# TASK DETAILS:
Treat the line containing "Build a routing" as the first line and the final line of the material below as the last; reproduce that range exactly.

[Start of section]

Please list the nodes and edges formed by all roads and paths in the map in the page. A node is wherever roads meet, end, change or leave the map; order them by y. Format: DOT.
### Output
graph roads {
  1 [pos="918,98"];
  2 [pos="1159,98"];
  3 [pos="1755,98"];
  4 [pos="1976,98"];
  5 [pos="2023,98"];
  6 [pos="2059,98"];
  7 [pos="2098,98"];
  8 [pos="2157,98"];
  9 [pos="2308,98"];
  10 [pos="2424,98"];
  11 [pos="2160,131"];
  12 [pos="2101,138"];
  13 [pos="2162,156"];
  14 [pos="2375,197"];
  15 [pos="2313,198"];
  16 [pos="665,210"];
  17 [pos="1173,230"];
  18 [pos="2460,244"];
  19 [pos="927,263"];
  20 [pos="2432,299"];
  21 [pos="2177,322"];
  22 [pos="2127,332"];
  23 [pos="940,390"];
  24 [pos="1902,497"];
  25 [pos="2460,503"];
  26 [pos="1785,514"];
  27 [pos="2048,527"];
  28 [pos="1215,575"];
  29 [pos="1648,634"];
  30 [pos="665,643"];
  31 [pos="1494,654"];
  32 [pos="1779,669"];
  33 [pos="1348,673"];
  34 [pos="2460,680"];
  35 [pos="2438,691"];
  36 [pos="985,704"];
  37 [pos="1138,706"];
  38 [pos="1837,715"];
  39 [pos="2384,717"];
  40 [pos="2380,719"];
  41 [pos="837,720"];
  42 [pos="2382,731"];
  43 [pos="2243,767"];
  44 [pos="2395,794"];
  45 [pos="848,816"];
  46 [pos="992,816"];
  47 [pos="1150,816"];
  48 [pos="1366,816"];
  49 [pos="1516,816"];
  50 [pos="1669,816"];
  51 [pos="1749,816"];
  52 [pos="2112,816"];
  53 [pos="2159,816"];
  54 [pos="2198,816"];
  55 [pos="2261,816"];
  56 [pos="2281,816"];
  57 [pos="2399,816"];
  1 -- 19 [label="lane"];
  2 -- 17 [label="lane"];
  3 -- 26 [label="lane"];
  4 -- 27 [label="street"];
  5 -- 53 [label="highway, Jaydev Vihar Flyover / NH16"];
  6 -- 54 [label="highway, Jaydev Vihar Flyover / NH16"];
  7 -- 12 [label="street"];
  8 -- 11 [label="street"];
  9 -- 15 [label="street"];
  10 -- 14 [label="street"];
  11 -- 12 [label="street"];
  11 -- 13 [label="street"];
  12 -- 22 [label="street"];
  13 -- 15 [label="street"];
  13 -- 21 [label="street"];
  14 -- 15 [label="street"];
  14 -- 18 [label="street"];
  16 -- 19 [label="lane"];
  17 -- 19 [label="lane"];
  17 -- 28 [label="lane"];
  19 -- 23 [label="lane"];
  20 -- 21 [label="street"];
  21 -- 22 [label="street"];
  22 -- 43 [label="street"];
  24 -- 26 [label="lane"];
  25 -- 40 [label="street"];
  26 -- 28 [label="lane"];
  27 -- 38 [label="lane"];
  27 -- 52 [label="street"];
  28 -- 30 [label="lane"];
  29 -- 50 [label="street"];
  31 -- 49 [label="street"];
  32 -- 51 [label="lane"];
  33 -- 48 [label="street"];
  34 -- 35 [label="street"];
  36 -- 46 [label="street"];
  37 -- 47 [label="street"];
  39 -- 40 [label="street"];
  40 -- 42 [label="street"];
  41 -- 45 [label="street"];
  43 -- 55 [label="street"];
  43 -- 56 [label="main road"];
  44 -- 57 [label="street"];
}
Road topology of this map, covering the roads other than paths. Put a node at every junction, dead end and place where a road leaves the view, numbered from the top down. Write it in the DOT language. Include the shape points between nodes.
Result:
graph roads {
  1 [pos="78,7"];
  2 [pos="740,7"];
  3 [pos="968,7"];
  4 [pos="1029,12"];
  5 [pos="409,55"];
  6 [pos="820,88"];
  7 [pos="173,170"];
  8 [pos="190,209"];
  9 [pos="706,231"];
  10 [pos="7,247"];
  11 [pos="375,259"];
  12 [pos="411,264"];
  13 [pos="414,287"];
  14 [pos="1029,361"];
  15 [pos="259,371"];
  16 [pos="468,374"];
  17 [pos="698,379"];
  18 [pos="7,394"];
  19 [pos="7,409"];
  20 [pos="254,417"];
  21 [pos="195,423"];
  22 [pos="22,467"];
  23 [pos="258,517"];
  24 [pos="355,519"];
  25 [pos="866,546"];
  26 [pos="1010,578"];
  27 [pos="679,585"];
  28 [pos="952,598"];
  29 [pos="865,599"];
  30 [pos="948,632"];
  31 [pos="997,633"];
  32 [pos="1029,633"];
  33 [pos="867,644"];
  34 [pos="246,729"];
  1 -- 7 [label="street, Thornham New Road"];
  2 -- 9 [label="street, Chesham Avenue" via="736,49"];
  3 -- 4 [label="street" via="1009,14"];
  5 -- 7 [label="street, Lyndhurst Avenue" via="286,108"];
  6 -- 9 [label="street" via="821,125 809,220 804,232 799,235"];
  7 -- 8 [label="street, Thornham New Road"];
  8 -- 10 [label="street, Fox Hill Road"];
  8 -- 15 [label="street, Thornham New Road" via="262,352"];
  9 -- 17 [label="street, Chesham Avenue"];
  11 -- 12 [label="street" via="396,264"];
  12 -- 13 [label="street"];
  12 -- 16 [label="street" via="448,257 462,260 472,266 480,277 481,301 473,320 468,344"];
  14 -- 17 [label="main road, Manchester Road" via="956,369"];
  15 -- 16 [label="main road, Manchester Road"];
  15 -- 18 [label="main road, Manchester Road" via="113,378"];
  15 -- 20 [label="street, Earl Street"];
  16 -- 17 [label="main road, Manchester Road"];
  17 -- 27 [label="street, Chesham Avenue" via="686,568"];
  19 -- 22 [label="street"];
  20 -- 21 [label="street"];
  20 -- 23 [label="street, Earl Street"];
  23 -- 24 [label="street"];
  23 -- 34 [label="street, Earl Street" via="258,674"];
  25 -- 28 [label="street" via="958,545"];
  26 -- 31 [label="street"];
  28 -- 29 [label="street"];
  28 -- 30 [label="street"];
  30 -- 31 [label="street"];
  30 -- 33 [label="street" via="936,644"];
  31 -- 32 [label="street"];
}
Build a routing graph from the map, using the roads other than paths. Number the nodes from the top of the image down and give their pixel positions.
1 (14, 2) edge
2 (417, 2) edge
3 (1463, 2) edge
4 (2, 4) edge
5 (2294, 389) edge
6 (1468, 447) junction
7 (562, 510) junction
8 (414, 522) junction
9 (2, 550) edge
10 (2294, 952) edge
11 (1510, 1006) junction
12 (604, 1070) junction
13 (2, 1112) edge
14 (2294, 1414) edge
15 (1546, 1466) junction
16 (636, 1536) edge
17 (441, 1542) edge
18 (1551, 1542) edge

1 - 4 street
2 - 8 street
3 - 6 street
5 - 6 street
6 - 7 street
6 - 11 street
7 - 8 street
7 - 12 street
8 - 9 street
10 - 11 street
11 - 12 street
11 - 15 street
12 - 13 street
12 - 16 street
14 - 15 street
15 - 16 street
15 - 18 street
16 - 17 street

[End of section]

# THE ANSWER:
Build a routing graph from the map, using the roads other than paths. Number the nodes from the top of the image down and give their pixel positions.
1 (14, 2) edge
2 (417, 2) edge
3 (1463, 2) edge
4 (2, 4) edge
5 (2294, 389) edge
6 (1468, 447) junction
7 (562, 510) junction
8 (414, 522) junction
9 (2, 550) edge
10 (2294, 952) edge
11 (1510, 1006) junction
12 (604, 1070) junction
13 (2, 1112) edge
14 (2294, 1414) edge
15 (1546, 1466) junction
16 (636, 1536) edge
17 (441, 1542) edge
18 (1551, 1542) edge

1 - 4 street
2 - 8 street
3 - 6 street
5 - 6 street
6 - 7 street
6 - 11 street
7 - 8 street
7 - 12 street
8 - 9 street
10 - 11 street
11 - 12 street
11 - 15 street
12 - 13 street
12 - 16 street
14 - 15 street
15 - 16 street
15 - 18 street
16 - 17 street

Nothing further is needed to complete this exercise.